Do you have a 3rd (or 4th) nRF24 that you can try in case one of them is faulty?

Are all the nRF24s the same and are they all the low-power version with the PCB antenna?

...R

I've got two identical receivers, although so far I'm only connecting to one. I've tried both of them with the same result. I haven't tried changing the nRF24L01 on the transmitter yet. All the nRF24s are the same, low power with PCB antenna version.
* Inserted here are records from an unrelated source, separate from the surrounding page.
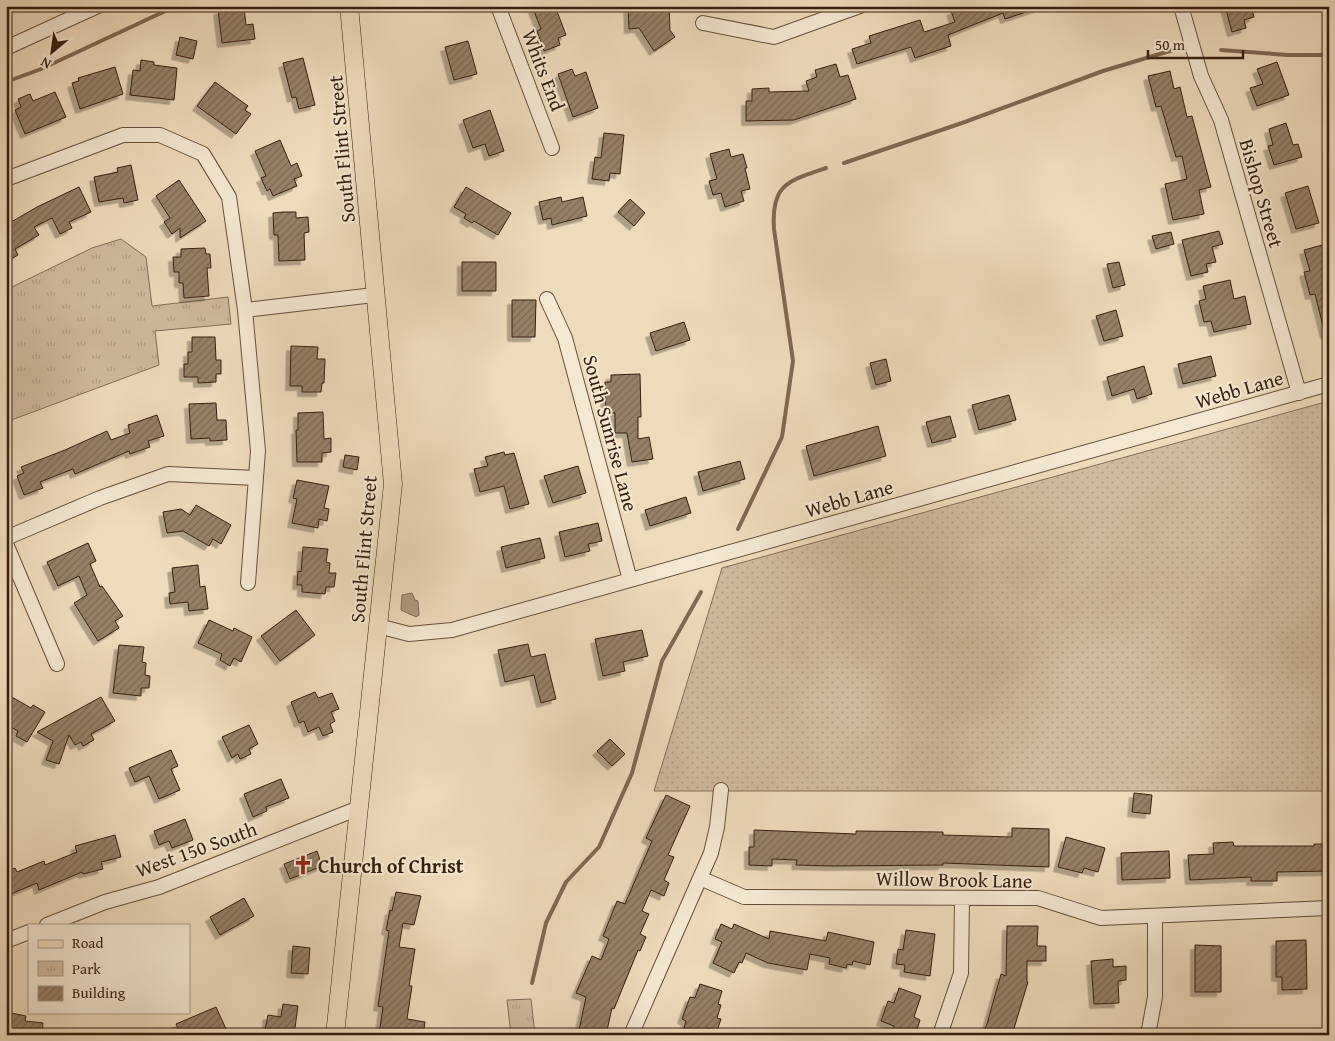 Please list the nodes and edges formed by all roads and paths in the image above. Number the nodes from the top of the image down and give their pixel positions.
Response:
1 (98, 6) edge
2 (349, 6) edge
3 (498, 6) edge
4 (860, 6) edge
5 (1181, 6) edge
6 (703, 23) dead end
7 (6, 48) edge
8 (552, 148) dead end
9 (6, 179) edge
10 (374, 295) junction
11 (547, 299) dead end
12 (246, 310) junction
13 (1329, 384) edge
14 (1299, 393) junction
15 (256, 478) junction
16 (6, 538) edge
17 (6, 544) edge
18 (630, 580) junction
19 (248, 583) dead end
20 (378, 626) junction
21 (57, 664) dead end
22 (721, 790) dead end
23 (359, 808) junction
24 (700, 878) junction
25 (962, 898) junction
26 (1329, 908) edge
27 (1155, 916) junction
28 (50, 924) edge
29 (28, 932) edge
30 (6, 941) edge
31 (335, 1035) edge
32 (631, 1035) edge
33 (940, 1035) edge
34 (1148, 1035) edge

1 - 7 street
2 - 10 main road, South Flint Street
3 - 8 street, Whits End
4 - 6 street
5 - 14 street, Bishop Street
9 - 12 street
10 - 12 street
10 - 20 main road, South Flint Street
11 - 18 street, South Sunrise Lane
12 - 15 street
13 - 14 street, Webb Lane
14 - 18 street, Webb Lane
15 - 16 street
15 - 19 street
17 - 21 street
18 - 20 street, Webb Lane
20 - 23 main road, South Flint Street
22 - 24 street
23 - 28 street, West 150 South
23 - 31 main road, South Flint Street
24 - 25 street, Willow Brook Lane
24 - 32 street
25 - 27 street, Willow Brook Lane
25 - 33 street
26 - 27 street, Willow Brook Lane
27 - 34 street
29 - 30 street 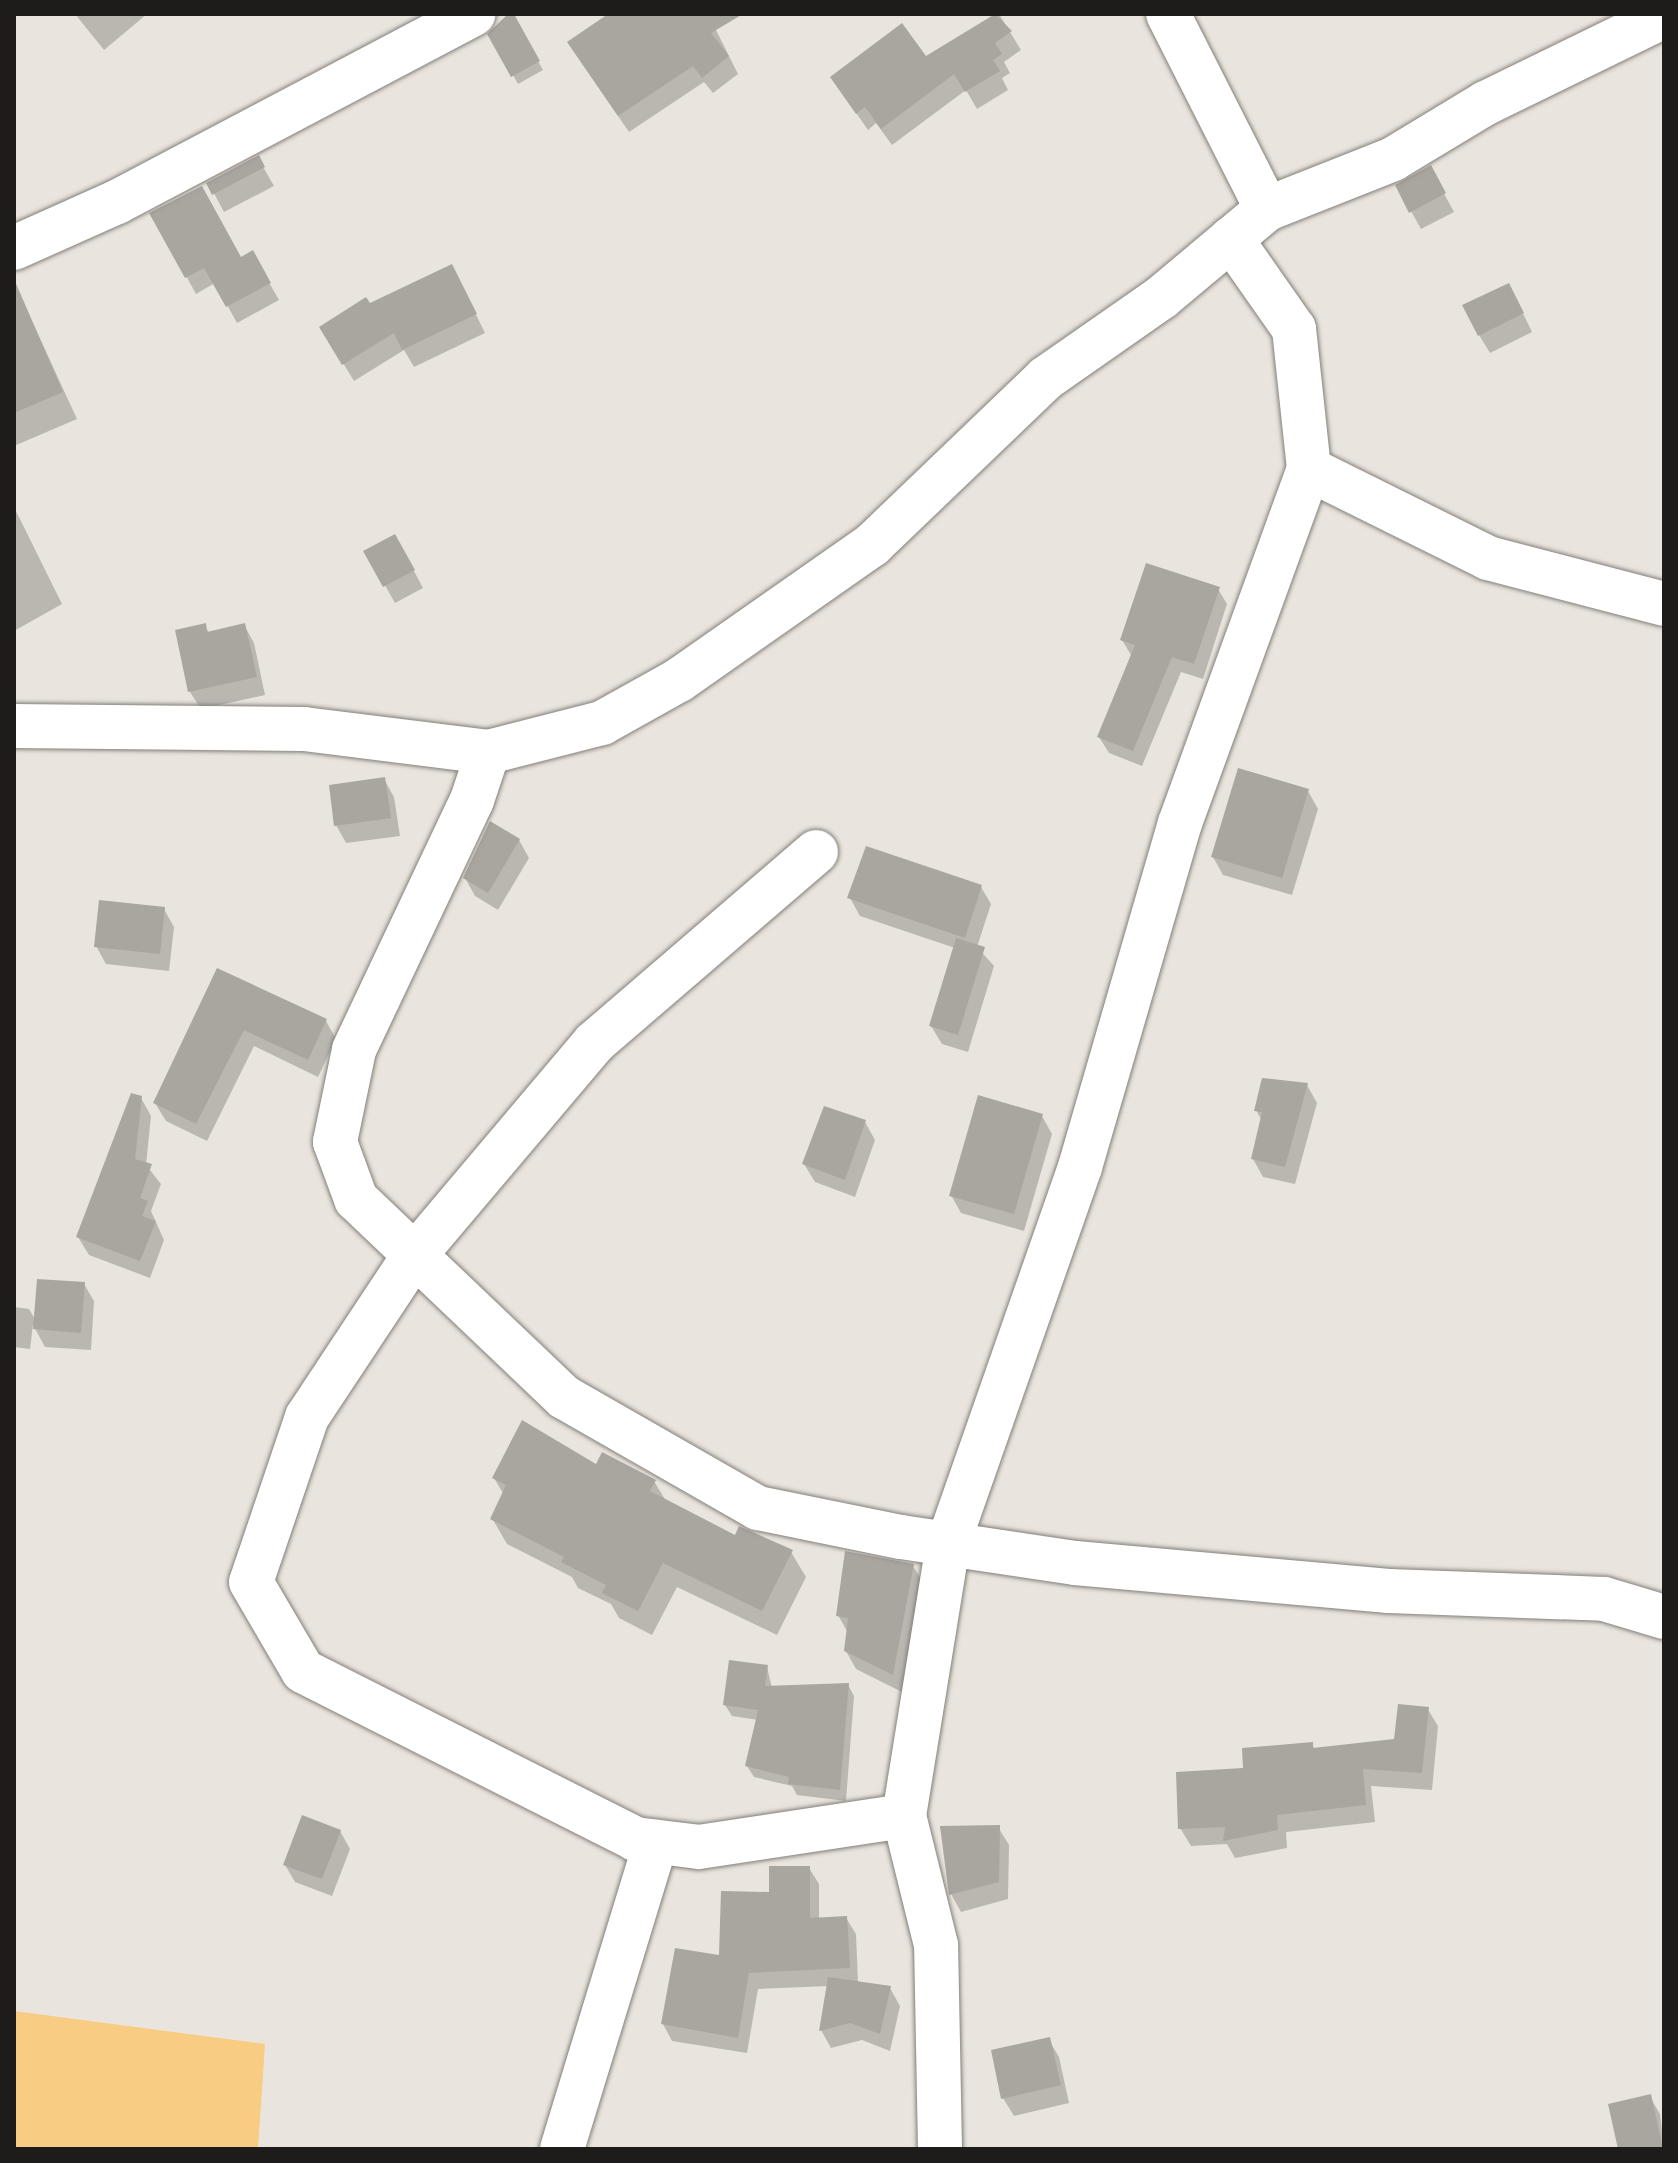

I've been powering them from the USB connection, which is plugged into one of the externally powered ports on my USB hub, so there shouldn't be an significant limit to the power available.

I've got a bigger problem with this sketch at the moment, that I've just posted a question on, so will get back to this one later.

John_SB:
I've been powering them from the USB connection,

nRF24L01+ modules use 3.3v so you can't connect then directly to the 5v from a USB port.

There must be something in between that you need to tell us about.

...R

@goodgrief, as yours is a new question I have suggested to the Moderator to move it to its own Thread.

If you are not getting suitable advice in the French section and wish to see if the English section will be more productive please post your code here and tell us in detail what it does and what you want it to do that is different,

...R
Simple nRF24L01+ Tutorial

Many Thanks Robin2, i will follow your advice !

@goodgrief's question is now here

...R